[DATASET RECORDS — start]

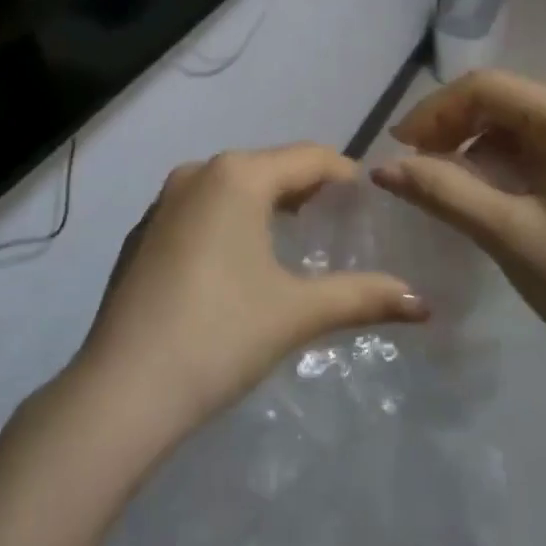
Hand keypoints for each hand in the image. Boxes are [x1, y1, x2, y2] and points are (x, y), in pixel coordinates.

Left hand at [74, 144, 429, 441]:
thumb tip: (423, 303)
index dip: (345, 173)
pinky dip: (229, 220)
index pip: (308, 157)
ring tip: (296, 237)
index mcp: (238, 175)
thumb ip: (362, 297)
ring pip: (232, 186)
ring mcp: (163, 200)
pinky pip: (201, 208)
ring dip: (266, 203)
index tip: (371, 199)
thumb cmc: (220, 335)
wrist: (122, 388)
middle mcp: (198, 172)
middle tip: (340, 221)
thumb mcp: (297, 312)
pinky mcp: (143, 232)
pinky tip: (238, 261)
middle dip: (307, 188)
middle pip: (269, 166)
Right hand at [373, 70, 545, 388]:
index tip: (399, 146)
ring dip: (474, 144)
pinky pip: (538, 148)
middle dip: (453, 126)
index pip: (488, 88)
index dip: (435, 110)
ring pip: (518, 125)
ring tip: (441, 180)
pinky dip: (501, 162)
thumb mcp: (505, 232)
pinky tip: (480, 190)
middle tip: (414, 163)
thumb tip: (381, 168)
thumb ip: (440, 189)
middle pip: (504, 101)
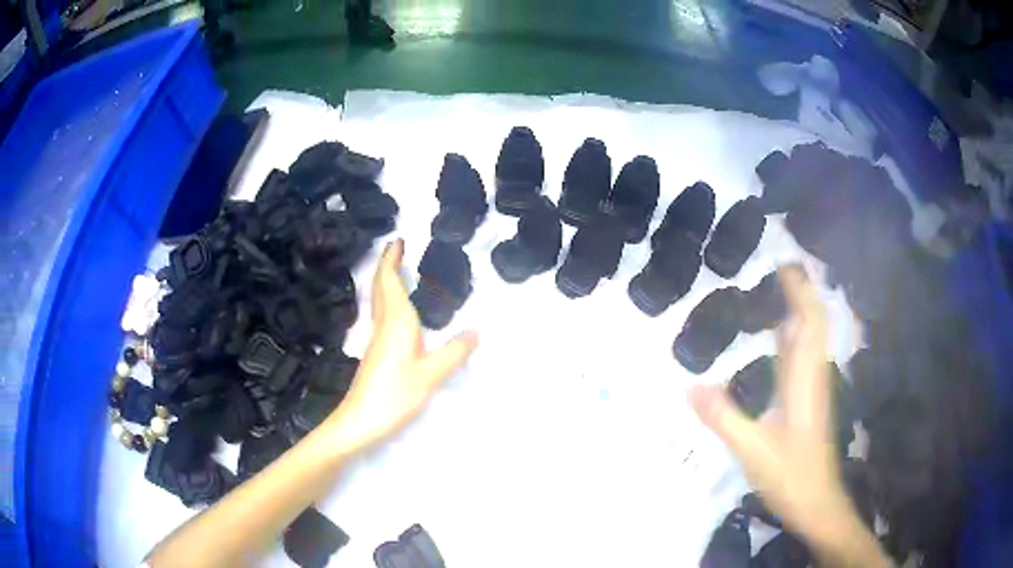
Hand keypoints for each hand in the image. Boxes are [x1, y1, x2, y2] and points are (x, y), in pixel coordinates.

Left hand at [322, 239, 477, 455]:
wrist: (359, 422)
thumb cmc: (394, 395)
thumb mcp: (431, 375)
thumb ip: (454, 353)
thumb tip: (476, 331)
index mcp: (396, 323)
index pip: (390, 282)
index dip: (392, 260)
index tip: (398, 240)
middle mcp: (383, 326)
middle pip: (381, 288)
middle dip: (387, 266)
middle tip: (398, 249)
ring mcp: (376, 341)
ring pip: (380, 302)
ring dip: (387, 282)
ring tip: (399, 271)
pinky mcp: (376, 354)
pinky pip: (382, 316)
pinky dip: (389, 302)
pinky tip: (398, 313)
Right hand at [690, 267, 887, 564]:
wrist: (816, 501)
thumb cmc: (791, 474)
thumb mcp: (752, 449)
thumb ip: (723, 418)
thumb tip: (689, 385)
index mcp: (805, 378)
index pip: (809, 320)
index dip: (799, 289)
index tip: (781, 262)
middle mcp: (813, 374)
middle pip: (813, 321)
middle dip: (799, 290)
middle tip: (772, 267)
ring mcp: (812, 387)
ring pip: (810, 337)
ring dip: (797, 308)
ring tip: (772, 289)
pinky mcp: (808, 399)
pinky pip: (802, 354)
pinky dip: (792, 334)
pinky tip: (775, 336)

[DATASET RECORDS — finish]

- _AIM OF THE TASK_: Could you give the listing again exactly, minus its pictures?

- _ANSWER SECTION_:
Hand keypoints for each hand in the image. Boxes are [x1, y1, x2, y2] and points are (x, y), in pixel coordinates.

Left hand at [74, 144, 429, 441]:
thumb tip: (423, 303)
index dip: (345, 173)
pinky dip: (229, 220)
index pip: (308, 157)
ring tip: (296, 237)
index mcp: (238, 175)
thumb ip: (362, 297)
ring pip: (232, 186)
ring mcp: (163, 200)
pinky pip: (201, 208)
ring dip: (266, 203)
index tip: (371, 199)
thumb cmc: (220, 335)
wrist: (122, 388)
middle mcp: (198, 172)
middle tip: (340, 221)
thumb mcp: (297, 312)
pinky mcp: (143, 232)
pinky tip: (238, 261)
middle dip: (307, 188)
middle pip: (269, 166)
Right hand at [373, 70, 545, 388]:
index tip: (399, 146)
ring dip: (474, 144)
pinky pip: (538, 148)
middle dip: (453, 126)
index pip: (488, 88)
index dip: (435, 110)
ring pip: (518, 125)
ring tip: (441, 180)
pinky dip: (501, 162)
thumb mcp: (505, 232)
pinky tip: (480, 190)
middle tip: (414, 163)
thumb tip: (381, 168)
thumb ip: (440, 189)
middle pip: (504, 101)
Hand keypoints for each hand in the image. Boxes are [x1, y1, x2, y2] and points are (x, y), in pixel coordinates.

Left hand at [322, 239, 477, 455]:
wrist: (359, 422)
thumb cmc: (394, 395)
thumb mcp: (431, 375)
thumb ip: (454, 353)
thumb tip: (476, 331)
index mcp: (396, 323)
index pip: (390, 282)
index dip: (392, 260)
index tip: (398, 240)
middle mcp: (383, 326)
middle pip: (381, 288)
middle dip: (387, 266)
middle tip: (398, 249)
ring mcp: (376, 341)
ring pip: (380, 302)
ring dip: (387, 282)
ring tip: (399, 271)
pinky mcp: (376, 354)
pinky pip: (382, 316)
pinky dip: (389, 302)
pinky tip: (398, 313)
Right hand at [690, 267, 887, 564]:
wrist: (816, 501)
thumb cmc: (791, 474)
thumb mcp: (752, 449)
thumb ip: (723, 418)
thumb tip: (689, 385)
index mcp: (805, 378)
index pip: (809, 320)
index dip: (799, 289)
index tip: (781, 262)
middle mcp: (813, 374)
middle pip: (813, 321)
middle dip: (799, 290)
middle tip: (772, 267)
ring mcp: (812, 387)
ring pip: (810, 337)
ring dip: (797, 308)
ring tip: (772, 289)
pinky mcp: (808, 399)
pinky pip: (802, 354)
pinky dip: (792, 334)
pinky tip: (775, 336)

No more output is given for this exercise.